◆ Problem to work on
Each line below that includes the word "paths" is to be reported.

(Excerpted records begins)

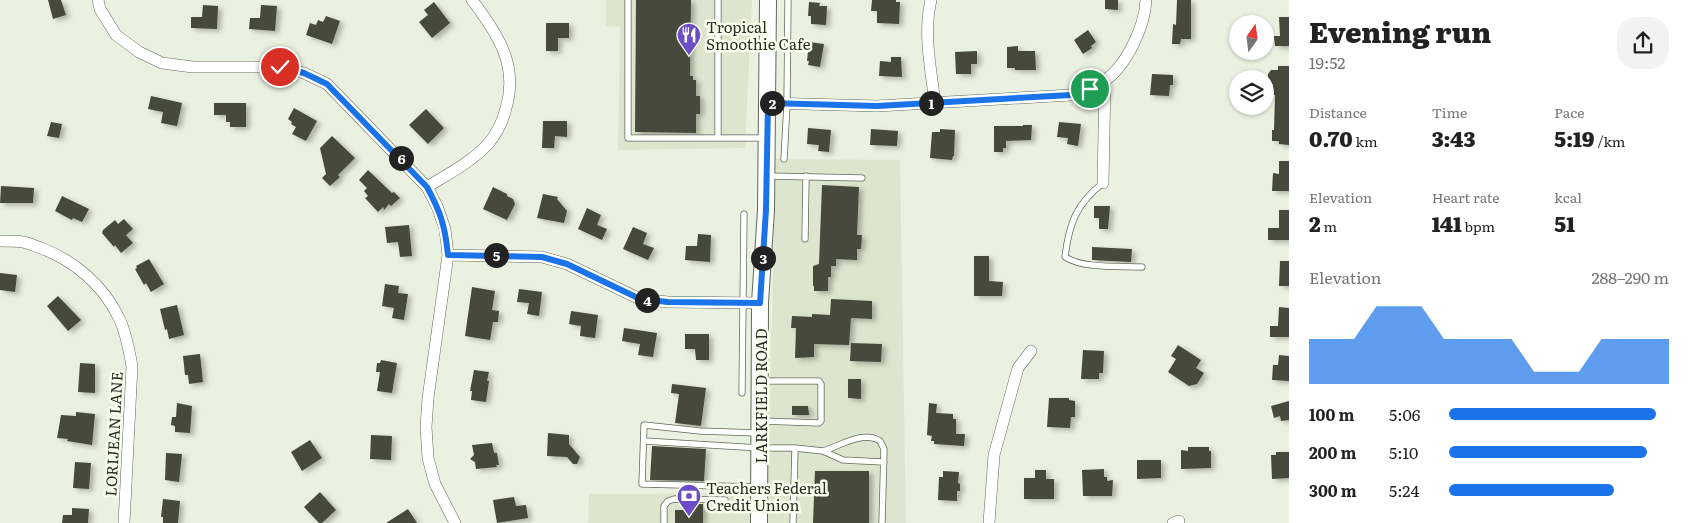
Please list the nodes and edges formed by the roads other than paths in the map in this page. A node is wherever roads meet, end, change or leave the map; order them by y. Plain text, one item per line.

(Excerpted records ends)
(Excerpted records begins)

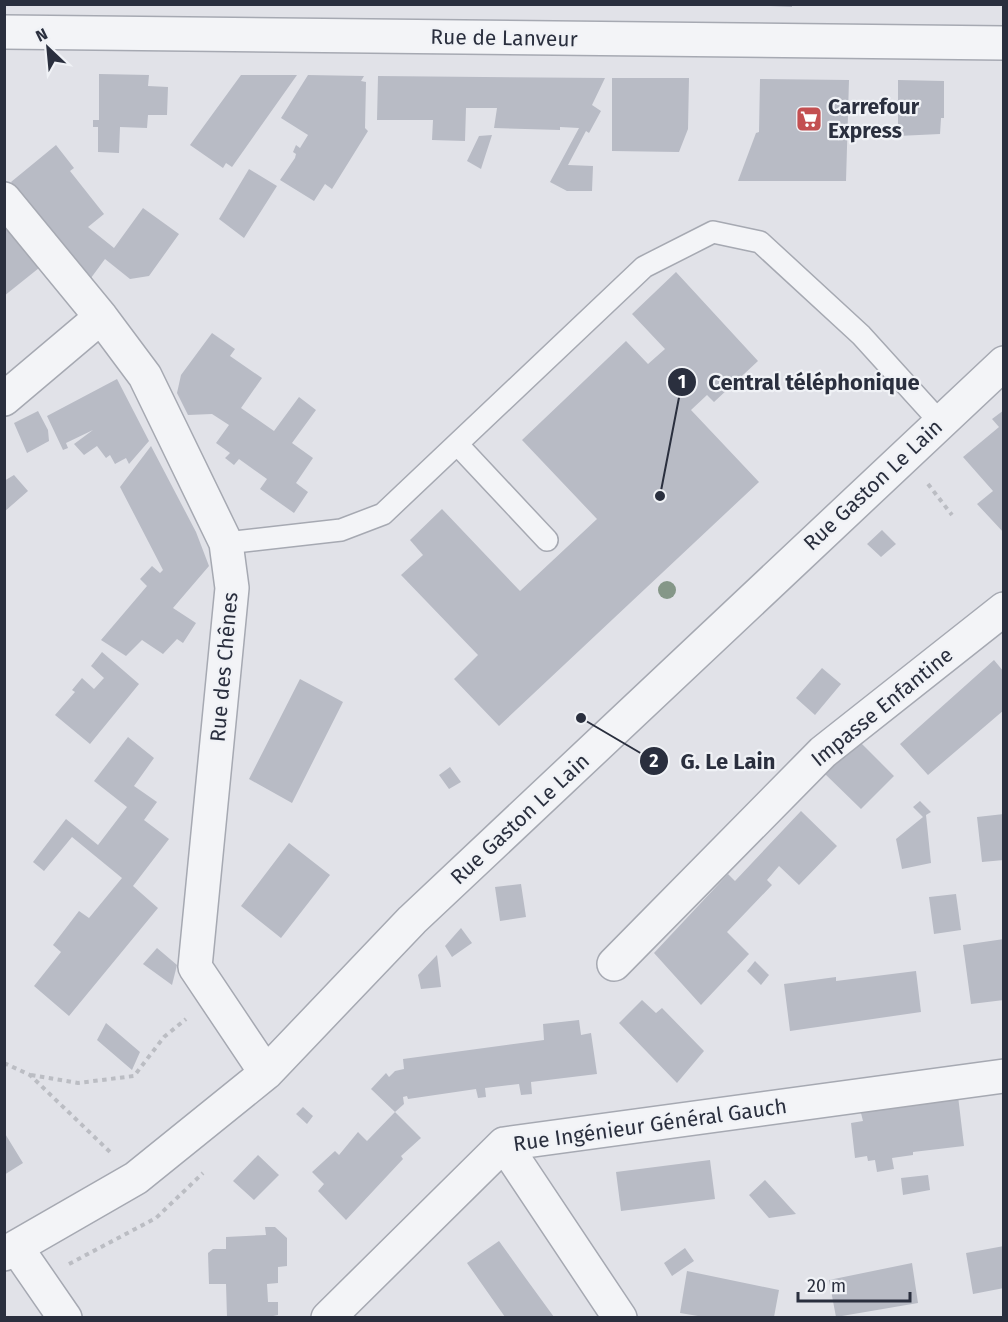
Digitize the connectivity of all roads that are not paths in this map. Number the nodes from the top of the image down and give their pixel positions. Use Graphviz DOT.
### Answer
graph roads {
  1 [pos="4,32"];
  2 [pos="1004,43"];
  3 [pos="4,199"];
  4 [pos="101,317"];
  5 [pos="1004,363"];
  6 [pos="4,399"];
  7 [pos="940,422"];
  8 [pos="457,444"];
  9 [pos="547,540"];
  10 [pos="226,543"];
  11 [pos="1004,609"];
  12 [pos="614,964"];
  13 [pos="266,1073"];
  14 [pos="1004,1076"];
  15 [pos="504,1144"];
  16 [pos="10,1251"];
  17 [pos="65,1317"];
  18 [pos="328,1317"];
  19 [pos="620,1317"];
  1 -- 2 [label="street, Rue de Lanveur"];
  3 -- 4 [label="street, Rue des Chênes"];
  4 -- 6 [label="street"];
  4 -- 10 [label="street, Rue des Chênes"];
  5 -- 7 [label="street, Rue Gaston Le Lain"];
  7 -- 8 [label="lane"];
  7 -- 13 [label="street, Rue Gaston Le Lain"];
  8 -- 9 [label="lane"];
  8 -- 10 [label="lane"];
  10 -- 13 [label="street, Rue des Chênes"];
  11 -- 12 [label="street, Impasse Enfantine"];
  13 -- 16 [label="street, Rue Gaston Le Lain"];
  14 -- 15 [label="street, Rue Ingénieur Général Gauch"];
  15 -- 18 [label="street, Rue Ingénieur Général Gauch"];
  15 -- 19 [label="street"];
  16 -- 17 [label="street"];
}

(Excerpted records ends)
(Excerpted records begins)

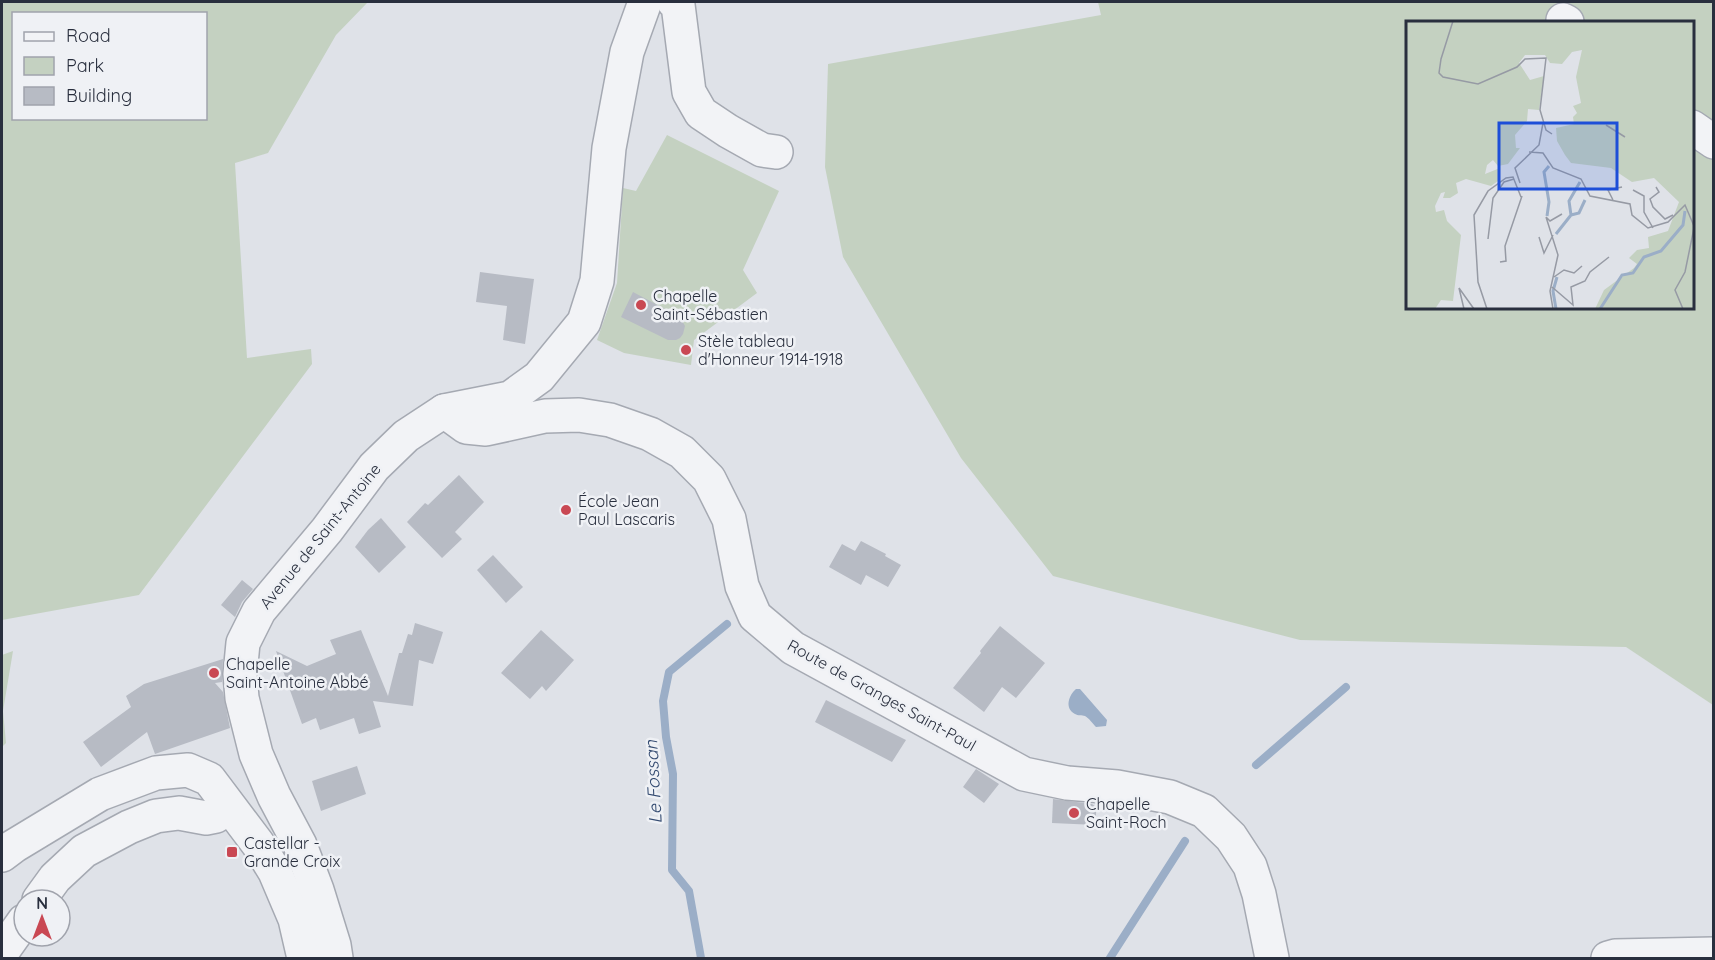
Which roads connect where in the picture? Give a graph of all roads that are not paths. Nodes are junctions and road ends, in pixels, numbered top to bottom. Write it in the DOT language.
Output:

(Excerpted records ends)

◆ Exercise solution
Please list the nodes and edges formed by the roads other than paths in the map in this page. A node is wherever roads meet, end, change or leave the map; order them by y. Plain text, one item per line.
Digitize the connectivity of all roads that are not paths in this map. Number the nodes from the top of the image down and give their pixel positions. Use Graphviz DOT.
Which roads connect where in the picture? Give a graph of all roads that are not paths. Nodes are junctions and road ends, in pixels, numbered top to bottom. Write it in the DOT language.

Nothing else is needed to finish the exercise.